September 14, 2013 (KHARTOUM) – The Sudanese foreign minister Ali Karti has disclosed today that president Omer Hassan al-Bashir, Chairman of the African High Level Implementation Panel (AUHIP) high-level Thabo Mbeki and South Sudan President Salva Kiir signed a letter addressed to the international community regarding financial assistance to support the peace process between the two neighboring states.
- Sudanese Foreign Minister Ali Ahmed Karti (KIRILL KUDRYAVTSEV/AFP/Getty Images)
The letter calls for cancelling Sudan’s $40 billion plus in external debt, supporting development in both Sudans and lifting unilateral sanctions.
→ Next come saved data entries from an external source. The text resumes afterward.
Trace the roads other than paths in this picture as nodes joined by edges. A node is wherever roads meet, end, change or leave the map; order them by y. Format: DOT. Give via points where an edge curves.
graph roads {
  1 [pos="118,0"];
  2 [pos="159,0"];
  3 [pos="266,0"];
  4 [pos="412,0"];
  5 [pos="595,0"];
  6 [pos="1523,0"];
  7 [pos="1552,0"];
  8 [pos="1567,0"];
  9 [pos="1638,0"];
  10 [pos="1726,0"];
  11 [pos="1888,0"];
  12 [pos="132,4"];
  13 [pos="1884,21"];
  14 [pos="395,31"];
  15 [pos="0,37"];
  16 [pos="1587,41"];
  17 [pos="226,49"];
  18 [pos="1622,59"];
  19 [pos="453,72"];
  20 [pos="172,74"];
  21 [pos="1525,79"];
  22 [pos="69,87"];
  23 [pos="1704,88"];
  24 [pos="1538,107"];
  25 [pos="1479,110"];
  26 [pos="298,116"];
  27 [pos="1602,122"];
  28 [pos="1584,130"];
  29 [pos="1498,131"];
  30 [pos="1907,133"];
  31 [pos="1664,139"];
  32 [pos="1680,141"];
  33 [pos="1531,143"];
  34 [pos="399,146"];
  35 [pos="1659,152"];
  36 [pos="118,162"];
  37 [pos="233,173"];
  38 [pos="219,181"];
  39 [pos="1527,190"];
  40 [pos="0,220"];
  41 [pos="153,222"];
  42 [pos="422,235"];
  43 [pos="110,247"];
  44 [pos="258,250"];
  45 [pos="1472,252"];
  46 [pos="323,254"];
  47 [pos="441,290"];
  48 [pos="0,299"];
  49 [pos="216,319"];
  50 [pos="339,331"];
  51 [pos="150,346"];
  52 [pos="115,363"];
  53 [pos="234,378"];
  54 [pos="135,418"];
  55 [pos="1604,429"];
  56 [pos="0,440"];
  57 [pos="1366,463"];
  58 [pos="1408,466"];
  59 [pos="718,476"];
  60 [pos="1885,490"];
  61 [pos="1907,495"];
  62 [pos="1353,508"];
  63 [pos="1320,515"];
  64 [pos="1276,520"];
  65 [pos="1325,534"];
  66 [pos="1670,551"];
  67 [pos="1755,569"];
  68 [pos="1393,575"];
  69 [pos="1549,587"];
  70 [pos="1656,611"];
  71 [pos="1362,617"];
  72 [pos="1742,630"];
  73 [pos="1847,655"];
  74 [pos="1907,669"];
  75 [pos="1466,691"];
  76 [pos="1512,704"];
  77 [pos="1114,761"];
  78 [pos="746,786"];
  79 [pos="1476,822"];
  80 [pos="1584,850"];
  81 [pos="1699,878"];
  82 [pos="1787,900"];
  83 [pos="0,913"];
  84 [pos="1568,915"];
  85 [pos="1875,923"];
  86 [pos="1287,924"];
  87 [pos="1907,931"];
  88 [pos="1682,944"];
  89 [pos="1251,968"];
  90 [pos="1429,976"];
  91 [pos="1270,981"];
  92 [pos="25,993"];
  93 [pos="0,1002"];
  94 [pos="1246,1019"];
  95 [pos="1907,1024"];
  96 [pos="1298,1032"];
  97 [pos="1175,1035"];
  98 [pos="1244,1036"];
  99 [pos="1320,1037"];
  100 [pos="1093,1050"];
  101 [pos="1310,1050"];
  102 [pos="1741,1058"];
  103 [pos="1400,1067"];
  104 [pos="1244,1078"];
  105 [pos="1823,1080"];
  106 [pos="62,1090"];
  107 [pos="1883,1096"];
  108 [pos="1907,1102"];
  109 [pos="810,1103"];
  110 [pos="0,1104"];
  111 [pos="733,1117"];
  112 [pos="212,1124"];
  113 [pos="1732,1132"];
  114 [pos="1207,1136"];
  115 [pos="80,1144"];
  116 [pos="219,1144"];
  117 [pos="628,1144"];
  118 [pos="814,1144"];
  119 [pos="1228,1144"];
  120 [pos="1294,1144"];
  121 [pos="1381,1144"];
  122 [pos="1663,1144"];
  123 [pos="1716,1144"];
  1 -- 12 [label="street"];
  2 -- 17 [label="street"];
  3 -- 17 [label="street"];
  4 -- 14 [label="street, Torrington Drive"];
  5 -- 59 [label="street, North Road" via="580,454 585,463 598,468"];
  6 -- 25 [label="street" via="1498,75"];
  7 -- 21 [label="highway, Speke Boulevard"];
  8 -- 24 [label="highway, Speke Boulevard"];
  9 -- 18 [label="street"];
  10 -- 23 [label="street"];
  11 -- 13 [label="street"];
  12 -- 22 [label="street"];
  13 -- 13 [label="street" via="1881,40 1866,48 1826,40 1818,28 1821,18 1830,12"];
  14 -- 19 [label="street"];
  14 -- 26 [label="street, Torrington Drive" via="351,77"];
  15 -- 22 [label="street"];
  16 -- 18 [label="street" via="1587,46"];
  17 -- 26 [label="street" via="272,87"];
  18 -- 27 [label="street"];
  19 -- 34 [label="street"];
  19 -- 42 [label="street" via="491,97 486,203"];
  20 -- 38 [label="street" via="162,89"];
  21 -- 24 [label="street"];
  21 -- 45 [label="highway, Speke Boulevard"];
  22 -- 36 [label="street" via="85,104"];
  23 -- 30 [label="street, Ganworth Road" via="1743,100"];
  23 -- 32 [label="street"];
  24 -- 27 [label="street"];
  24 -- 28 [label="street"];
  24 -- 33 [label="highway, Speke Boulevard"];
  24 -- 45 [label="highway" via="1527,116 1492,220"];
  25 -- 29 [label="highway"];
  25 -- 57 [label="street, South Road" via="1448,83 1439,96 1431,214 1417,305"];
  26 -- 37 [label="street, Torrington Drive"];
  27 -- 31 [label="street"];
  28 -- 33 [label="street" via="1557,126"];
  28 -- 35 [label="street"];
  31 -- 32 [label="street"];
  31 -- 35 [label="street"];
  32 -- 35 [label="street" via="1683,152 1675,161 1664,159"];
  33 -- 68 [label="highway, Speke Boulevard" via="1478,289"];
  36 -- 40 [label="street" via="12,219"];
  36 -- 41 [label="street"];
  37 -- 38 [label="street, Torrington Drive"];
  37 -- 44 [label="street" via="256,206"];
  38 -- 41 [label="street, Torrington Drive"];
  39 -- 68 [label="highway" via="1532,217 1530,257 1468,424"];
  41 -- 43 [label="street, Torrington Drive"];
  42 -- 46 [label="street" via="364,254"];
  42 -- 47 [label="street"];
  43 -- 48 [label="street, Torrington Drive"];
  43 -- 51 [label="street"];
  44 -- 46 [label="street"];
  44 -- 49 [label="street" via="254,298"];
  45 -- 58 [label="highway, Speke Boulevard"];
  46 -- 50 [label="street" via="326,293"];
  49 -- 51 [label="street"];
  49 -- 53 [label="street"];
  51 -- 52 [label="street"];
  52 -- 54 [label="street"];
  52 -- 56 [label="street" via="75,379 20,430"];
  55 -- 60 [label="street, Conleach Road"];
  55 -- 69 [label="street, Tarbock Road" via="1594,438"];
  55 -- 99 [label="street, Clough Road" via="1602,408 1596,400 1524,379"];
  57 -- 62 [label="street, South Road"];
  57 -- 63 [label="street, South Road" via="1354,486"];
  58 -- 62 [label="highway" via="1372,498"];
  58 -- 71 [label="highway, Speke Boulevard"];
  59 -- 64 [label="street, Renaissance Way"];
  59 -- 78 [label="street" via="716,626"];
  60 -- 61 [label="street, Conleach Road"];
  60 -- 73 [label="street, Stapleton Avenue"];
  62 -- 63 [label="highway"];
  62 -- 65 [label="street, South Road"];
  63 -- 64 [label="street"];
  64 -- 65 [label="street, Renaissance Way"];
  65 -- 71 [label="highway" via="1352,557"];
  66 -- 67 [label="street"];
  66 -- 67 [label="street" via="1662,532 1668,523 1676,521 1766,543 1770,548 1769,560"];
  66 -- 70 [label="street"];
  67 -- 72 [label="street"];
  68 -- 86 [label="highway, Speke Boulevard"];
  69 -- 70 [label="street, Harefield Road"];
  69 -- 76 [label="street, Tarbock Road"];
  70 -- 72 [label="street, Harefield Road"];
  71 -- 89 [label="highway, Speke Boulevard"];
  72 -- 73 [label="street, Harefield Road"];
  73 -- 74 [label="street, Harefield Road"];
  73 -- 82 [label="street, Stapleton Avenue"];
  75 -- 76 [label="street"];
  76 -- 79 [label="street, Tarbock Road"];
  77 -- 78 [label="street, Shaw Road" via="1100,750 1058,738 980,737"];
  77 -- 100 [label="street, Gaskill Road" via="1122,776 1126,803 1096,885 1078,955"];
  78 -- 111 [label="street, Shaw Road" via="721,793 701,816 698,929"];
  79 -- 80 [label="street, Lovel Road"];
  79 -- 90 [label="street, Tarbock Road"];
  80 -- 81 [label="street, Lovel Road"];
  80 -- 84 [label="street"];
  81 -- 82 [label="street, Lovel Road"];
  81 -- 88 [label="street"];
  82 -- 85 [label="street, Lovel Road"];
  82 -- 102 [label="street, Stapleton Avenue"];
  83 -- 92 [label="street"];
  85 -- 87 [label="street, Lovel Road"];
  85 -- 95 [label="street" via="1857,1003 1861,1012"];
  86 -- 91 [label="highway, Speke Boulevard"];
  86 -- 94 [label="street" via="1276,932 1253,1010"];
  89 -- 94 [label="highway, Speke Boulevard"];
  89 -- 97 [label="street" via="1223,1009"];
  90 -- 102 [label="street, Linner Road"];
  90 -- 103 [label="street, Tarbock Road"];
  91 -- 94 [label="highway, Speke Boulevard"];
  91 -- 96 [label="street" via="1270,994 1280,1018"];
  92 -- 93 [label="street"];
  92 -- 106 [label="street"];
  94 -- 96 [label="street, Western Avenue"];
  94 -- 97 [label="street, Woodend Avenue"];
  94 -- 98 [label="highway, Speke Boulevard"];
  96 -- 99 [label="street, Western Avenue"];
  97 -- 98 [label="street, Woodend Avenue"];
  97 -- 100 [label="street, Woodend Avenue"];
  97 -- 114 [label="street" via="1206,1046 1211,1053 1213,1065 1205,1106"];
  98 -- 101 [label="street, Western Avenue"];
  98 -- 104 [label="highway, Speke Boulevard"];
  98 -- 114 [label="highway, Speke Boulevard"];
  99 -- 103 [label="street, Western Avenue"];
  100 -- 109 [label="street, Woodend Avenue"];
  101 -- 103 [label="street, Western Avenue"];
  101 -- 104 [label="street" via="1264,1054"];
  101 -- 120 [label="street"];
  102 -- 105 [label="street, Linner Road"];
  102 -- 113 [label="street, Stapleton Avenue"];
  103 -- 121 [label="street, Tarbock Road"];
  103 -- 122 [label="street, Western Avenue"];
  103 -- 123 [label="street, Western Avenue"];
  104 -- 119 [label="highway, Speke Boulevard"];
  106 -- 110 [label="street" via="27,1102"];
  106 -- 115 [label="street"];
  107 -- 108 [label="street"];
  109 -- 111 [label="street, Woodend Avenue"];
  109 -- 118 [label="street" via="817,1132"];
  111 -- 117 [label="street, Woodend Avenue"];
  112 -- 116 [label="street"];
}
It noted that the secession of the oil-rich South denied Sudan of nearly $3.5 billion in revenues.
Karti said in a statement before departing to Brussels today that Sudan has patiently awaited this letter adding that this presents an opportunity to coordinate diplomatic moves with South Sudan in the coming period particularly since the two countries have received an invitation from the World Bank to participate in its annual meetings next month.
Oil used to be the main source for Sudan’s budget until Southern secession in July 2011, when Khartoum lost 75 percent of its oil production and its status as oil exporter overnight.
As per an agreement sealed with Juba, Khartoum will collect a fee for each barrel of oil exported by South Sudan through the north’s pipeline.
South Sudan will also pay around $3 billion in one lump sum to help support Sudan’s ailing finances.
But analysts say Sudan needs more money to keep its head above water and to make payments on its foreign debt owed.
Sudan’s external debt is estimated to have grown by 27% since 2008 from $32.6 billion to $41.4 billion in 2011. The IMF forecasted the debt level to reach $43.7 billion in 2012 and $45.6 billion in 2013. The latter represents 83% of Sudan’s 2011 GDP, which was $55.1 billion.
Khartoum and Juba are to sort out the issue of dividing the portion of pre-partition external debt each side will carry.
The head of Sudan’s negotiating team on post-secession issues Idris Abdel-Gader stated last March that the two countries agreed to work together to address Sudan’s debt and reach out to donors in a bid to have it written it off within two years.
Abdel-Gader added that if the debt relief was not possible, then the only remaining option is to split the debt between the two countries.
Last April, the deputy director of the Middle East and Central Asia department at the International Monetary Fund (IMF), Edward Gemayel, warned that it will be near impossible for Sudan to secure debt relief even if it satisfied technical and economic requirements.
Gemayel who led a delegation to Khartoum went on to say that Sudan won’t be able to benefit from the Heavily Indebted Poor Countries (HIPC) Initiative despite fulfilling its conditions unless it succeeds in convincing all 55 members of the Paris Club creditor nations whom he said have the power to slash 67% of conventional debt owed by Sudan.